Trapped in their own worst nightmare, Empowered and Sistah Spooky have to fight their way back to reality through the worst monsters they can imagine: High school mean girls!  Your Major Spoilers review of Empowered and Sistah Spooky’s High School Hell #6 awaits!


Writer: Adam Warren
Artist: Carla Speed McNeil
Colorist: Jenn Manley Lee
Letterer:Carla Speed McNeil
Editor: Chris Warner
Publisher: Dark Horse Comics
Cover Price: $3.99
Release Date: October 17, 2018

Previously in Empowered and Sistah Spooky’s High School Hell: Empowered and Sistah Spooky’s hellish high-school ordeal climaxes with a brutal hallway battle pitting the nearly powerless pair against Spooky’s final surviving classmates, who have ascended to blonde godhood after inheriting all the hellscape’s infernal magic.  Can our hellbound heroines finally “graduate”-or will they be lethally expelled?
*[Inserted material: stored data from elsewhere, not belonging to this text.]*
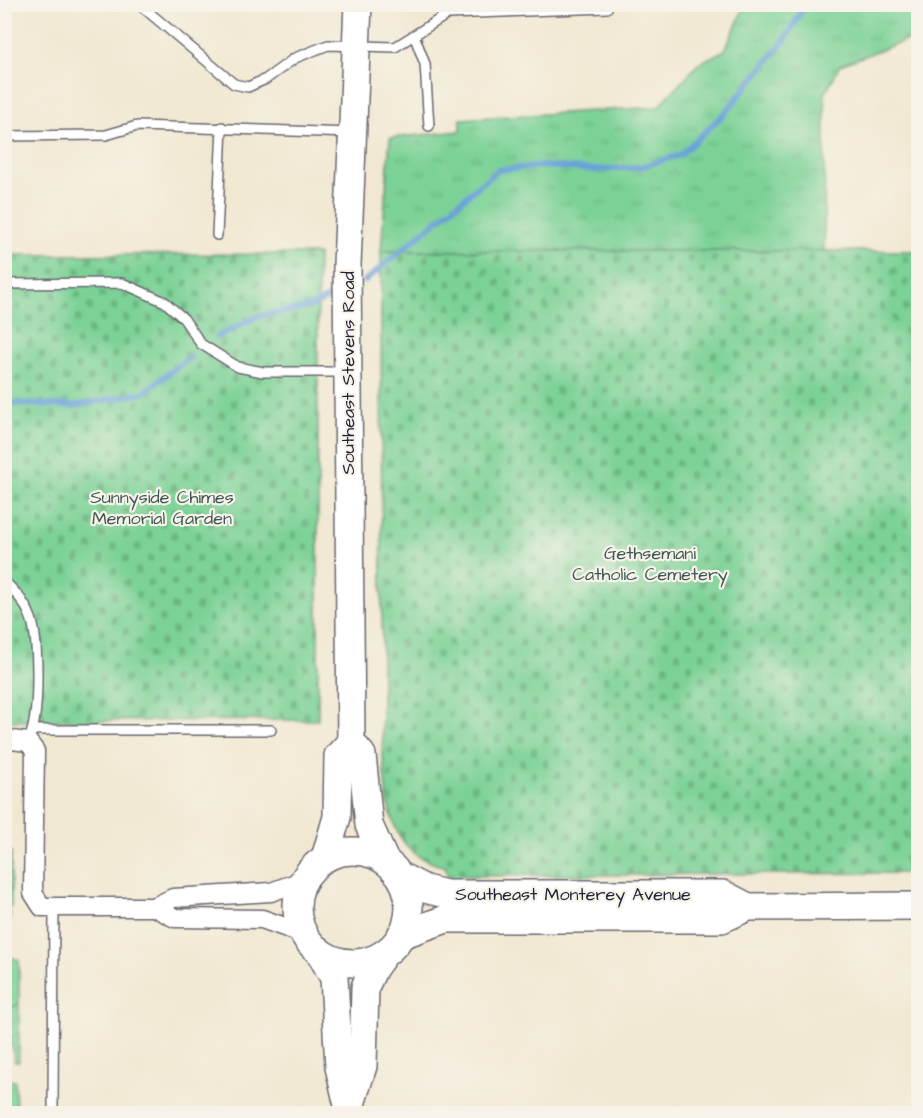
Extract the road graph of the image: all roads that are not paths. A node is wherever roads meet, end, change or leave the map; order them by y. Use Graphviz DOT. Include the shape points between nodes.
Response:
graph roads {
  1 [pos="139,4"];
  2 [pos="358,4"];
  3 [pos="607,4"];
  4 [pos="553,7"];
  5 [pos="493,8"];
  6 [pos="414,35"];
  7 [pos="356,46"];
  8 [pos="429,126"];
  9 [pos="222,128"];
  10 [pos="352,133"];
  11 [pos="4,136"];
  12 [pos="217,235"];
  13 [pos="4,284"];
  14 [pos="348,372"];
  15 [pos="7,584"];
  16 [pos="272,730"];
  17 [pos="31,736"];
  18 [pos="4,739"];
  19 [pos="351,742"];
  20 [pos="325,858"];
  21 [pos="393,868"];
  22 [pos="304,880"];
  23 [pos="918,906"];
  24 [pos="54,907"];
  25 [pos="154,907"];
  26 [pos="748,907"];
  27 [pos="312,943"];
  28 [pos="393,944"];
  29 [pos="350,1110"];
  30 [pos="52,1113"];
  1 -- 7 [label="lane" via="234,84 248,87 317,49 328,45"];
  2 -- 7 [label="street, Southeast Stevens Road"];
  3 -- 4 [label="lane" via="607,8"];
  4 -- 5 [label="lane"];
  5 -- 6 [label="lane" via="448,14"];
  6 -- 7 [label="lane" via="395,46"];
  6 -- 8 [label="lane" via="425,64"];
  7 -- 10 [label="street, Southeast Stevens Road"];
  9 -- 10 [label="lane"];
  9 -- 11 [label="lane" via="137,126 106,135"];
  9 -- 12 [label="lane"];
  10 -- 14 [label="street, Southeast Stevens Road"];
  13 -- 14 [label="lane" via="122,284 165,302 184,319 201,345 238,367 263,372"];
  14 -- 19 [label="street, Southeast Stevens Road"];
  15 -- 17 [label="lane" via="21,598 32,619 36,721"];
  16 -- 17 [label="lane"];
  17 -- 18 [label="street"];
  17 -- 24 [label="street" via="35,751 33,894 42,907"];
  19 -- 20 [label="street, Southeast Stevens Road" via="338,756 337,817"];
  19 -- 21 [label="street, Southeast Stevens Road" via="362,755 369,825"];
  20 -- 21 [label="street" via="354,851 373,854"];
  20 -- 22 [label="street"];
  21 -- 26 [label="street, Southeast Monterey Avenue" via="425,889 446,894 723,894"];
  21 -- 28 [label="street" via="409,906"];
  22 -- 25 [label="street" via="271,892 173,898"];
  22 -- 27 [label="street" via="297,910"];
  23 -- 26 [label="street, Southeast Monterey Avenue"];
  24 -- 25 [label="street"];
  24 -- 30 [label="lane"];
  25 -- 27 [label="street" via="175,918 262,919"];
  26 -- 28 [label="street, Southeast Monterey Avenue" via="722,919 446,920"];
  27 -- 28 [label="street" via="347,962 370,960"];
  27 -- 29 [label="street" via="334,978 339,1067"];
  28 -- 29 [label="street" via="365,987 363,1066"];
}
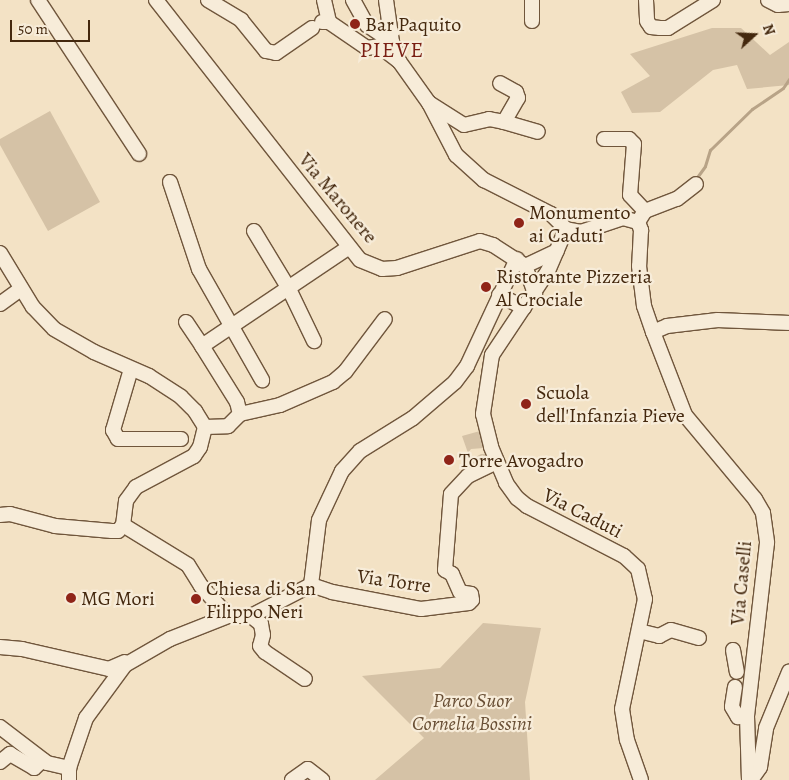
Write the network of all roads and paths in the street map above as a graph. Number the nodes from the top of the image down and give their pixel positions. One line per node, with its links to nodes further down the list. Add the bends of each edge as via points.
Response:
1 (38, 0): 21 (street)
2 (208, 0): 13 (street, via 241,20 266,51 276,53)
3 (324, 0): 13 (street)
4 (386, 0): 14 (street)
5 (532, 0): 12 (street)
6 (646, 0): 7 (street, via 647,21 651,27 660,28 675,24)
7 (713, 0)
8 (768, 0): 11 (street, via 778,5)
9 (159, 1): 27 (street, Via Maronere)
10 (354, 1): 14 (street, via 367,25)
11 (789, 4)
12 (532, 20)
13 (321, 24): 15 (street, via 367,48 379,46)
14 (392, 42): 15 (street)
15 (399, 61): 17 (street)
16 (500, 82): 18 (street, via 516,92 518,98)
17 (428, 103): 18 (street, via 464,125 489,119); 25 (street, via 456,155 468,167 484,180 551,214)
18 (504, 122): 19 (street)
19 (538, 132)
20 (604, 139): 24 (street, via 629,139 634,144 630,196)
21 (140, 154)
22 (170, 182): 40 (street, via 199,269)
23 (696, 184): 24 (street, via 677,200)
24 (642, 217): 25 (street, via 623,218 581,232); 41 (street, Via Caselli, via 639,266 644,306)
25 (566, 229): 28 (street, Via Caduti)
26 (254, 231): 32 (street)
27 (348, 248): 30 (street, Via Maronere, via 360,260 382,269 396,268 480,241); 32 (street)
28 (557, 251): 30 (street); 33 (street, Via Caduti)
29 (0, 253): 31 (street)
30 (521, 263): 33 (street); 34 (street)
31 (21, 289): 35 (street); 44 (street, via 54,329)
32 (289, 289): 40 (street); 42 (street)
33 (534, 294): 36 (street, Via Caduti)
34 (499, 295): 36 (street); 52 (street, via 467,366 455,382 413,418 360,451 342,472 319,520)
35 (0, 304)
36 (524, 308): 49 (street, Via Caduti, via 492,355 487,379 483,414)
37 (385, 318): 46 (street, via 345,372 333,382 280,406)
38 (186, 322): 43 (street)
39 (789, 323): 41 (street, via 718,320)
40 (231, 326): 43 (street); 45 (street)
41 (653, 332): 64 (street, Via Caselli, via 686,415 756,499 763,514 767,543)
42 (314, 341)
43 (202, 346): 46 (street, via 237,402)
44 (131, 369): 47 (street, via 181,397 196,411); 48 (street, via 113,430 118,438)
45 (262, 380)
46 (240, 414): 47 (street, via 228,426)
47 (204, 427): 51 (street, via 200,447 194,456 136,487 126,501)
48 (181, 439)
49 (498, 462): 52 (street, Via Torre, via 468,476 451,494 445,570 455,579 456,588 471,594 472,600 463,605 421,609); 55 (street, Via Caduti, via 506,483 527,506 624,556 638,569 645,599)
50 (0, 515): 51 (street, via 10,514 55,526 112,531 118,531)
51 (123, 525): 53 (street, via 188,564 201,586)
52 (311, 585): 54 (street)
53 (224, 611): 54 (street); 59 (street, via 214,621)
54 (256, 613): 62 (street, via 263,635 260,646)
55 (639, 631): 56 (street, via 659,636 671,630); 71 (street, Via Caduti, via 622,709 627,740)
56 (699, 638)
57 (0, 647): 59 (street, via 109,669)
58 (733, 650): 60 (street)
59 (131, 661): 68 (street, via 86,718)
60 (737, 672)
61 (789, 672): 72 (street, via 766,728 760,767)
62 (306, 679)
63 (735, 687): 64 (street, via 732,707 738,717)
64 (747, 716): 72 (street, Via Caselli)
65 (0, 728): 66 (street)
66 (43, 760): 67 (street, via 34,768 10,754); 68 (street)
67 (0, 762)
68 (69, 774)
69 (292, 780): 70 (street, via 308,769)
70 (322, 780)
71 (641, 780)
72 (750, 780)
It’s a long-lasting piece of Empowered continuity that Sistah Spooky sold her soul for phenomenal mystical power, along with a number of other girls in her high school.  Those girls have returned with a vengeance, and over the first few issues of this series, have destroyed each other systematically until only two remain: Ashley and Ashlee, a mean queen bee and her lackey.  Things get serious as they turn their attention to Spooky and Emp, but before Ashley can kill the girl she hates more than anyone else, she is stabbed in the back (literally) by her own lieutenant.  With all the power hers, Ashlee also tries to kill our heroes, torturing Spooky with memories of her lost love.  Unfortunately for our would-be world-beater, the one thing her new endless well of magic can’t fix is her own self-loathing.  This leaves our heroes to finally come to terms with the fact that high school is officially over forever, and allowing them to move on with their lives as friends.


McNeil’s art is a whole different world from that of Adam Warren’s art in previous volumes of Empowered, but that’s not a bad thing.  It’s an issue filled with people being flooded with demonic magic, and the wild eyes and rough edges really channel that angry energy visually.  There’s also the hilarious visage of Spooky’s I.S.P. (Infernal Service Provider), who looks like Principal Belding with a flaming goat-skull for a head.  Even Empowered, who can occasionally look like a scary sheep-woman under Warren’s pen, looks remarkable, and the sequence of Sistah Spooky imagining her fallen girlfriend Mindf**k is really touching.  Warren’s story balances those emotional moments with over-the-top battle sequences and some lovely self-deprecating dialogue throughout the story.  The reveal of the root of Ashlee’s emotional issues makes me a little bit uncomfortable, and some of the moments of self-realization feel a little too pat, but overall, it’s a strong story and a good final chapter.


My relationship with ‘Empowered’ has been up and down over the years, with the best of the series celebrating the human elements of superheroing.  (The worst is the early focus on bondage, which is something the series is still growing out of.)  Empowered and Sistah Spooky’s High School Hell #6 makes for a nice final chapter with wild-and-crazy art that nicely encapsulates it’s war-for-all-the-magic-marbles-in-a-hallucinatory-hellscape-high-school premise, earning 4 out of 5 stars overall.  I wouldn’t recommend it for all ages, but it makes for a nice meta take on superhero comics, with a surprising and effective emotional core.



Unexpectedly touching stuff with some expressive, exciting art and a nice focus on the under-served Sistah Spooky.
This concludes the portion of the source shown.